I don’t really think that God’s ultimate priority is for me to be happy. But I think it’s easy for us at Bethel to fall into this pattern. Regardless of how much we laugh about being penniless college students, we are all incredibly well-off financially. You’ve heard all the platitudes, like people asking you how many pairs of shoes you own, and then metaphorically beating you over the head with them because children are barefoot in Nigeria. Instead of focusing in today on Third World poverty, I want to, just for a minute, look more closely at what it means to be in spiritual poverty.

God does not ask us to obey him so that we can experience happiness. If we focus our lives on obtaining warm fuzzy feelings, we might well do great works and help others. We might organize groups to work at Feed My Starving Children, or perhaps we start a thriving Bible study. There is a difference, though, between following warm fuzzies and following Jesus.

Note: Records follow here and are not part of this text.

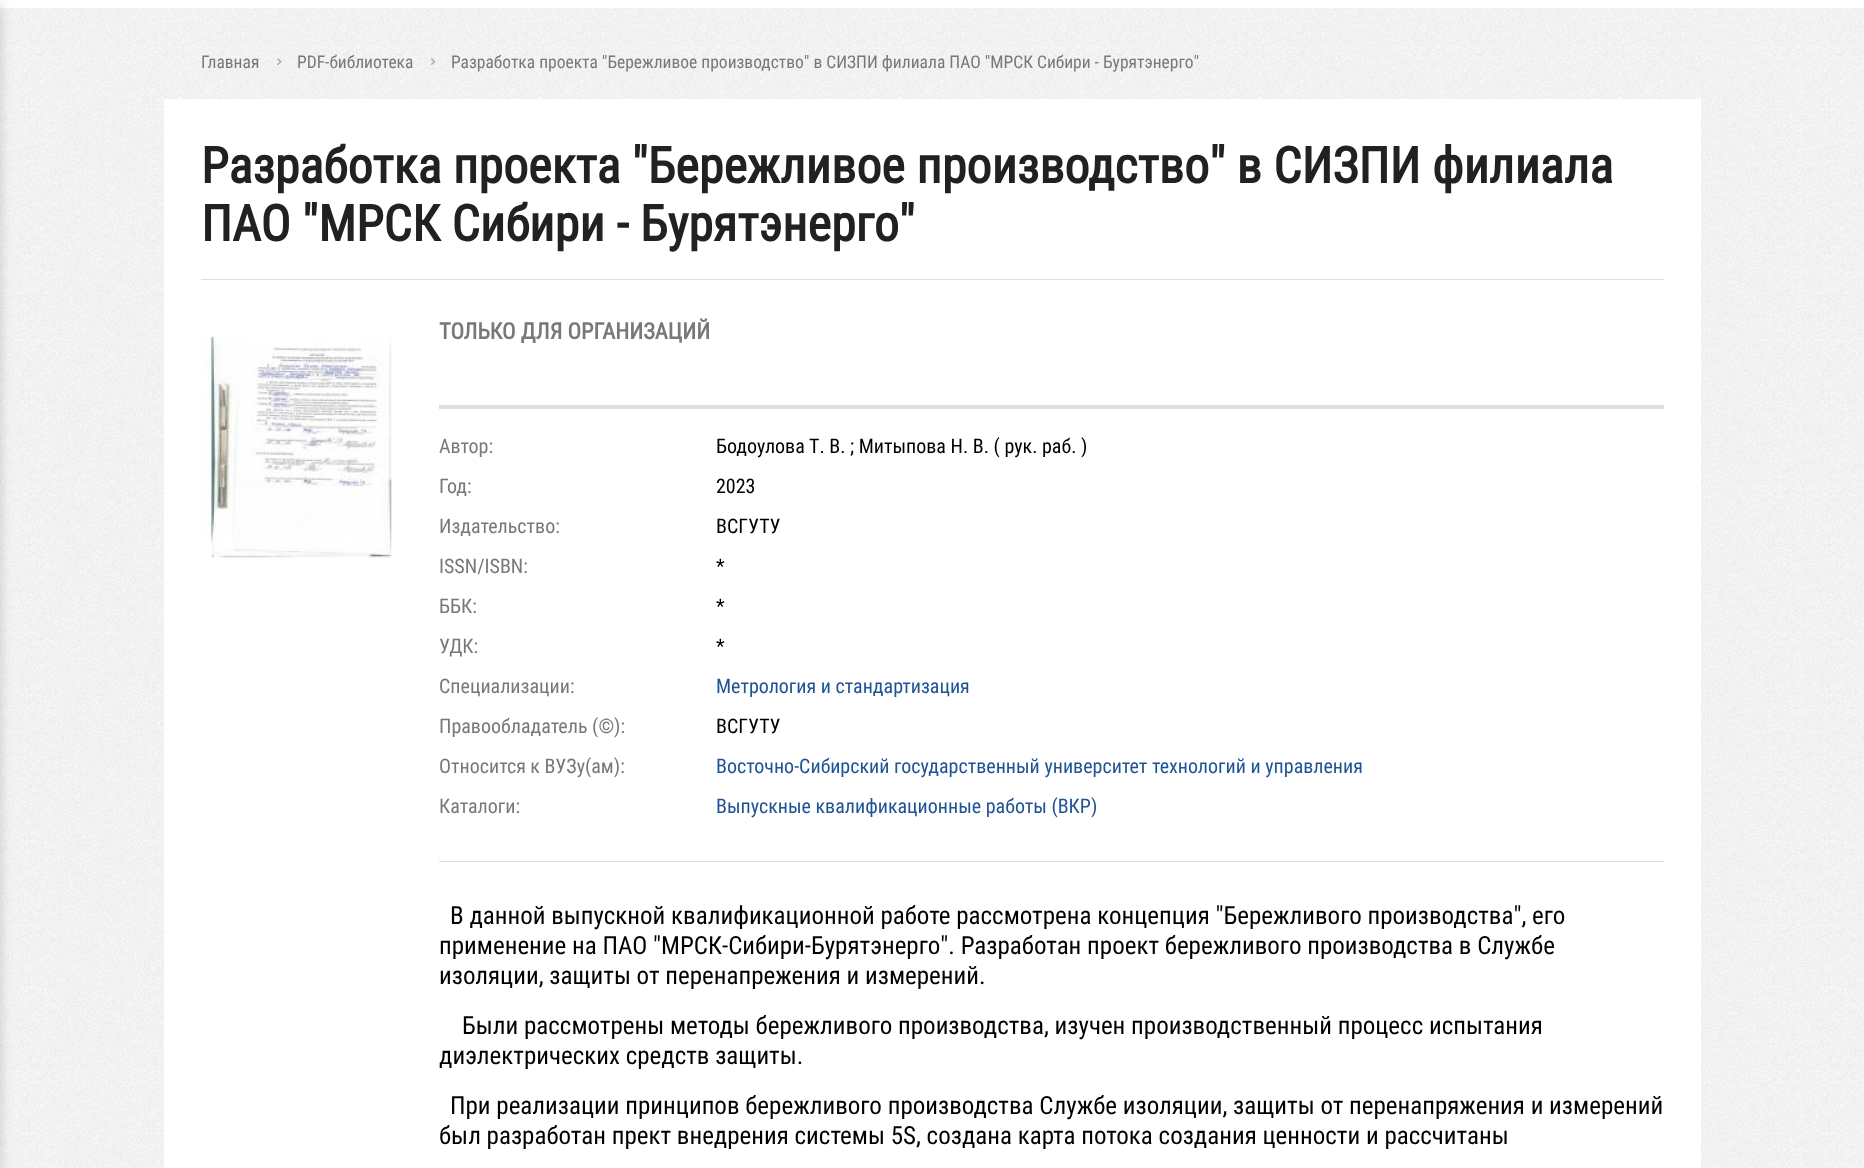 async function draw(canvas) {
  canvas.width = 1864;
  canvas.height = 1168;
  const ctx = canvas.getContext('2d');
  ctx.miterLimit = 4;
  ctx.fontKerning = 'normal';
  function label(s, x, y, font, color) {
    ctx.font = font;
    ctx.fillStyle = color;
    ctx.fillText(s, x, y);
  }
  function rect(x, y, w, h, color) {
    ctx.fillStyle = color;
    ctx.fillRect(x, y, w, h);
  }
  async function image(src, x, y, w, h) {
    const img = new Image();
    img.src = src;
    await img.decode();
    ctx.drawImage(img, x, y, w, h);
  }

  rect(0, 0, 1864, 1168, '#fff');
  await image('assets/img1.png', 0, 8, 1864, 1160);
  ctx.fillStyle = '#545f794d';
  ctx.filter = 'blur(6px)';
  ctx.beginPath();
  ctx.rect(-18, 4, 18, 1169);
  ctx.fill();
  ctx.filter = 'none';
  label('Главная', 201, 68, '17.5px Roboto Condensed', '#787878');
  await image('assets/img2.png', 277, 58, 5, 7);
  label('PDF-библиотека', 297, 68, '17.5px Roboto Condensed', '#787878');
  await image('assets/img3.png', 431, 58, 5, 7);
  label('Разработка проекта "Бережливое производство" в СИЗПИ филиала ПАО "МРСК Сибири - Бурятэнерго"', 451, 68, '17.5px Roboto Condensed', '#787878');
  rect(164, 99, 1537, 1069, '#fff');
  rect(201, 279, 1463, 1, '#dedede');
  label('Разработка проекта "Бережливое производство" в СИЗПИ филиала', 201, 183, 'bold 50px Roboto Condensed', '#212121');
  label('ПАО "МРСК Сибири - Бурятэнерго"', 201, 241, 'bold 50px Roboto Condensed', '#212121');
  await image('assets/img4.png', 202, 335, 190, 223);
  rect(439, 405, 1225, 4, '#dedede');
  label('ТОЛЬКО ДЛЯ ОРГАНИЗАЦИЙ', 439, 339, 'bold 22.5px Roboto Condensed', '#787878');
  label('Автор:', 439, 453, '20px Roboto Condensed', '#787878');
  label('Бодоулова Т. В. ; Митыпова Н. В. ( рук. раб. )', 716, 453, '20px Roboto Condensed', '#000');
  label('Год:', 439, 493, '20px Roboto Condensed', '#787878');
  label('2023', 716, 493, '20px Roboto Condensed', '#000');
  label('Издательство:', 439, 533, '20px Roboto Condensed', '#787878');
  label('ВСГУТУ', 716, 533, '20px Roboto Condensed', '#000');
  label('ISSN/ISBN:', 439, 573, '20px Roboto Condensed', '#787878');
  label('*', 716, 573, '20px Roboto Condensed', '#000');
  label('ББК:', 439, 613, '20px Roboto Condensed', '#787878');
  label('*', 716, 613, '20px Roboto Condensed', '#000');
  label('УДК:', 439, 653, '20px Roboto Condensed', '#787878');
  label('*', 716, 653, '20px Roboto Condensed', '#000');
  label('Специализации:', 439, 693, '20px Roboto Condensed', '#787878');
  label('Метрология и стандартизация', 716, 693, '20px Roboto Condensed', '#205395');
  label('Правообладатель (©):', 439, 733, '20px Roboto Condensed', '#787878');
  label('ВСГУТУ', 716, 733, '20px Roboto Condensed', '#000');
  label('Относится к ВУЗу(ам):', 439, 773, '20px Roboto Condensed', '#787878');
  label('Восточно-Сибирский государственный университет технологий и управления', 716, 773, '20px Roboto Condensed', '#205395');
  label('Каталоги:', 439, 813, '20px Roboto Condensed', '#787878');
  label('Выпускные квалификационные работы (ВКР)', 716, 813, '20px Roboto Condensed', '#205395');
  rect(439, 861, 1225, 1, '#dedede');
  label('В данной выпускной квалификационной работе рассмотрена концепция "Бережливого производства", его', 450, 924, '25px Roboto Condensed', '#000');
  label('применение на ПАО "МРСК-Сибири-Бурятэнерго". Разработан проект бережливого производства в Службе', 439, 954, '25px Roboto Condensed', '#000');
  label('изоляции, защиты от перенапрежения и измерений.', 439, 984, '25px Roboto Condensed', '#000');
  label('Были рассмотрены методы бережливого производства, изучен производственный процесс испытания', 462, 1034, '25px Roboto Condensed', '#000');
  label('диэлектрических средств защиты.', 439, 1064, '25px Roboto Condensed', '#000');
  label('При реализации принципов бережливого производства Службе изоляции, защиты от перенапряжения и измерений', 450, 1114, '25px Roboto Condensed', '#000');
  label('был разработан прект внедрения системы 5S, создана карта потока создания ценности и рассчитаны', 439, 1144, '25px Roboto Condensed', '#000');
}

draw(document.querySelector('canvas')); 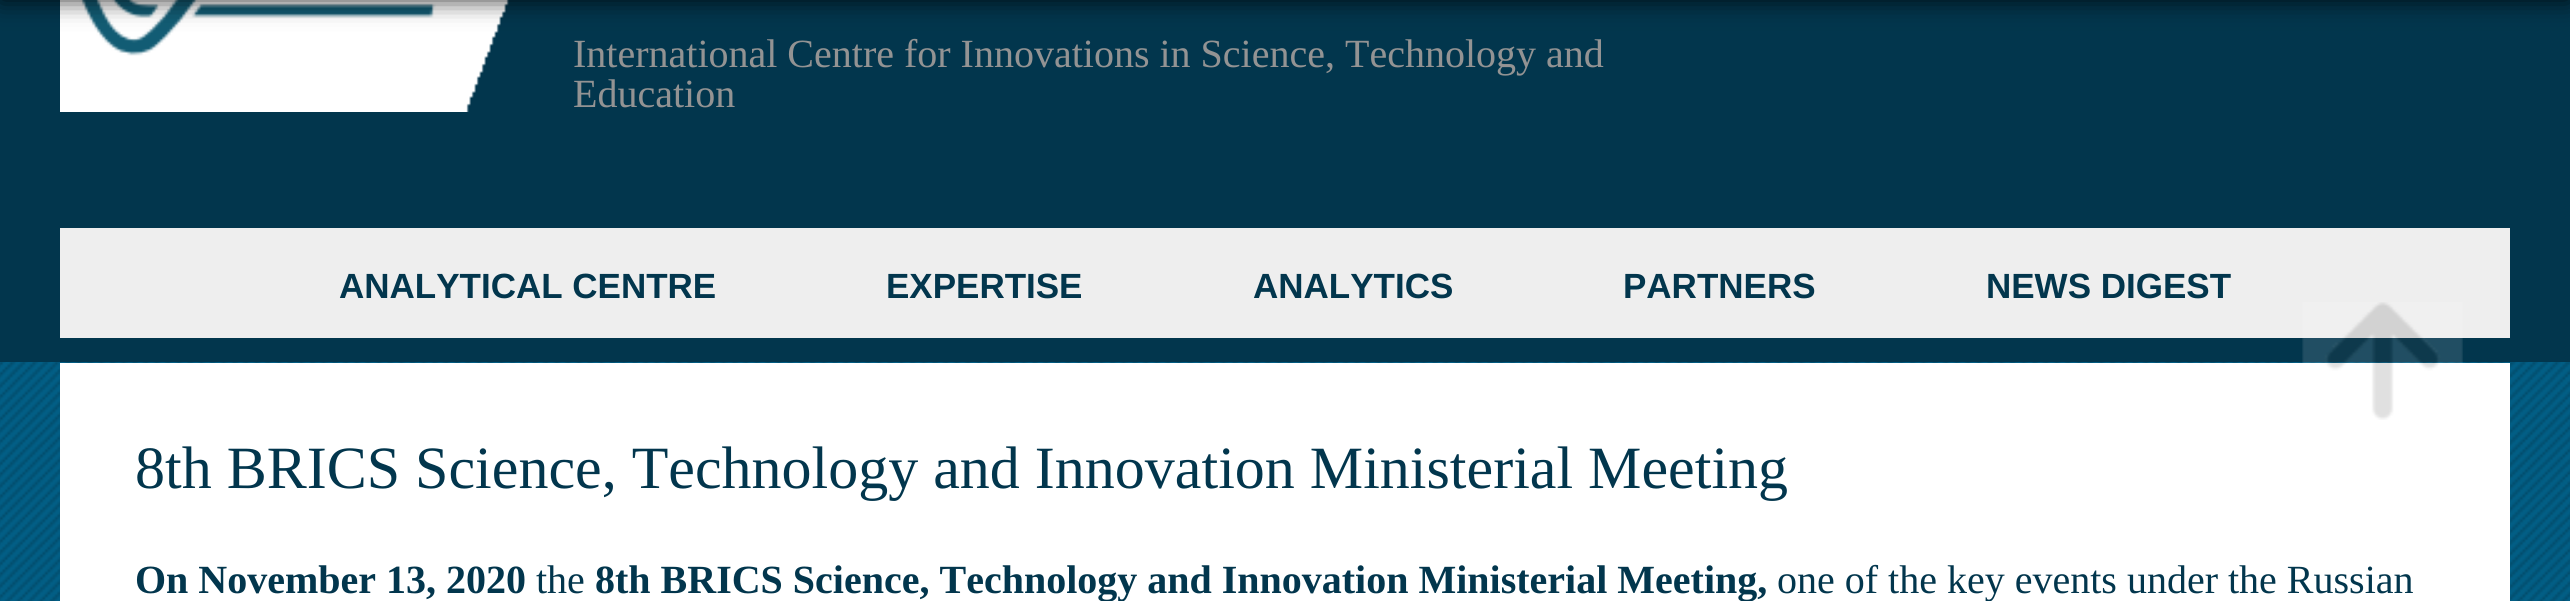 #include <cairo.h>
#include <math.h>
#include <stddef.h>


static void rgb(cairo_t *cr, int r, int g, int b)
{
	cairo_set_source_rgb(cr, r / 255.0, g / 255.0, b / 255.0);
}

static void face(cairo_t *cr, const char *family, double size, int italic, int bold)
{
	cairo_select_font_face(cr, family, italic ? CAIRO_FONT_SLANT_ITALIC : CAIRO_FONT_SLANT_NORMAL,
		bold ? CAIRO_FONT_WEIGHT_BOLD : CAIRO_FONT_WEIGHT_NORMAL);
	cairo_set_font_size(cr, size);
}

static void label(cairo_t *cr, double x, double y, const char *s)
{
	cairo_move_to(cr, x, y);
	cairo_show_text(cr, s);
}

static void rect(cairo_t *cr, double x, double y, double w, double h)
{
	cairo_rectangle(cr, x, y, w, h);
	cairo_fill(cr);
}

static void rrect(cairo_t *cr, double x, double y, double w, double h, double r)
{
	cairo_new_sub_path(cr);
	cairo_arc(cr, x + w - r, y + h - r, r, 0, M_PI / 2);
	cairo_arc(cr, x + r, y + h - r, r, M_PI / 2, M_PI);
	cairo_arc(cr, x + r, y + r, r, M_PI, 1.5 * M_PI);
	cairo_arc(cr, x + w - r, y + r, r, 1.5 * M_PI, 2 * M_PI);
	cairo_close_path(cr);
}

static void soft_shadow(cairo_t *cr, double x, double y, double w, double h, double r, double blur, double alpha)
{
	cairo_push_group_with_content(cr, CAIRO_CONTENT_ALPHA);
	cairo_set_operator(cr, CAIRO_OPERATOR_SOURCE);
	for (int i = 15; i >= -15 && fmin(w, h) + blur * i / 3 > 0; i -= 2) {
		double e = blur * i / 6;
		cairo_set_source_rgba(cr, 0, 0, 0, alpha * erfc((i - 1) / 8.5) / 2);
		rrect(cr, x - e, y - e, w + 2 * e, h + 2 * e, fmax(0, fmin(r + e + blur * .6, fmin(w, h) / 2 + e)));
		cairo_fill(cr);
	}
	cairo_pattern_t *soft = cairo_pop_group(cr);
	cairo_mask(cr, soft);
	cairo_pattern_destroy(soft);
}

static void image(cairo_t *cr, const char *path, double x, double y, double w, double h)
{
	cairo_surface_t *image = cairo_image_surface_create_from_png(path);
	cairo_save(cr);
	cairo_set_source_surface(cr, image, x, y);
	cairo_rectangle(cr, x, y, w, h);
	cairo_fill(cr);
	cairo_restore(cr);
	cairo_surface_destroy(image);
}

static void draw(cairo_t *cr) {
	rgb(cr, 2, 54, 77);
	cairo_paint(cr);
	image(cr, "image0.png", 60, 0, 449, 112);
	rgb(cr, 0, 0, 0);
	soft_shadow(cr, 0, -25, 2570, 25, 0, 12.5, 0.8);
	face(cr, "Liberation Serif", 40, 0, 0);
	rgb(cr, 147, 147, 147);
	label(cr, 573, 67, "International Centre for Innovations in Science, Technology and");
	label(cr, 573, 107, "Education");
	rgb(cr, 238, 238, 238);
	rect(cr, 60, 228, 2450, 110);
	face(cr, "Liberation Sans", 35, 0, 1);
	rgb(cr, 2, 54, 77);
	label(cr, 339, 298, "ANALYTICAL CENTRE");
	label(cr, 886, 298, "EXPERTISE");
	label(cr, 1253, 298, "ANALYTICS");
	label(cr, 1623, 298, "РARTNERS");
	label(cr, 1986, 298, "NEWS DIGEST");
	image(cr, "image2.png", 0, 362, 2570, 239);
	rgb(cr, 255, 255, 255);
	rect(cr, 60, 363, 2450, 238);
	image(cr, "image1.png", 2302, 302, 161, 118);
	face(cr, "Liberation Serif", 60, 0, 0);
	rgb(cr, 2, 54, 77);
	label(cr, 135, 488, "8th BRICS Science, Technology and Innovation Ministerial Meeting");
	face(cr, "Liberation Serif", 40, 0, 1);
	label(cr, 135, 593, "On November 13, 2020");
	face(cr, "Liberation Serif", 40, 0, 0);
	label(cr, 536, 593, "the");
	face(cr, "Liberation Serif", 40, 0, 1);
	label(cr, 595, 593, "8th BRICS Science, Technology and Innovation Ministerial Meeting,");
	face(cr, "Liberation Serif", 40, 0, 0);
	label(cr, 1777, 593, "one of the key events under the Russian");
}

int main(void) {
	cairo_surface_t *surface = cairo_image_surface_create(CAIRO_FORMAT_RGB24, 2570, 601);
	cairo_t *cr = cairo_create(surface);
	cairo_font_options_t *options = cairo_font_options_create();
	cairo_font_options_set_hint_metrics(options, CAIRO_HINT_METRICS_OFF);
	cairo_font_options_set_hint_style(options, CAIRO_HINT_STYLE_NONE);
	cairo_set_font_options(cr, options);
	cairo_set_miter_limit(cr, 4);
	draw(cr);
	cairo_surface_write_to_png(surface, "render.png");
	cairo_font_options_destroy(options);
	cairo_destroy(cr);
	cairo_surface_destroy(surface);
	return 0;
}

Jesus did not call his disciples to endure a comfortable life. When he called Peter and Andrew to follow him and become fishers of men, “At once they left their nets and followed him.” God is calling us to radically depend on him. In an affluent community -- that would be Bethel -- it is easy to see God as the icing on the cake. I know I’m guilty of that; I’m guilty of this every day. Instead of seeing God as a sort of genie who appears to grant wishes and then disappears back into his lamp, I want to challenge us to live radically for Jesus.

I’m going to read a few verses of Psalm 63 that go along with this.
“O God, you are my God, earnestly I seek you; my soul thirsts for you, my body longs for you, in a dry and weary land where there is no water. I have seen you in the sanctuary and beheld your power and your glory. Because your love is better than life, my lips will glorify you. I will praise you as long as I live, and in your name I will lift up my hands. My soul will be satisfied as with the richest of foods; with singing lips my mouth will praise you.”

Will you pray with me? Jesus, thank you for bringing us all here together today. Thank you for putting us in a place where sometimes our biggest worry is an exam. Help us to realize what a gift this is. At the same time, Jesus, challenge us. Draw us out of our comfort zones. Help us to lay down our nets, whatever they might be, over and over again. Teach us to become fishers of men, working with you, and finding joy in that. As we live for you, Jesus, be active and present in our lives and show us the joy that comes when we are truly surrendered to your will. And also, Lord, I pray that you will be present in our playing today. Help us to make music today in a way that both honors you now and that also prepares us to share your beauty as we play tomorrow night. Amen.

1 comment:

  1. Woah! Just beautiful Erica. You hit the nail on the head with that devotion. Thanks for sharing this great blessing.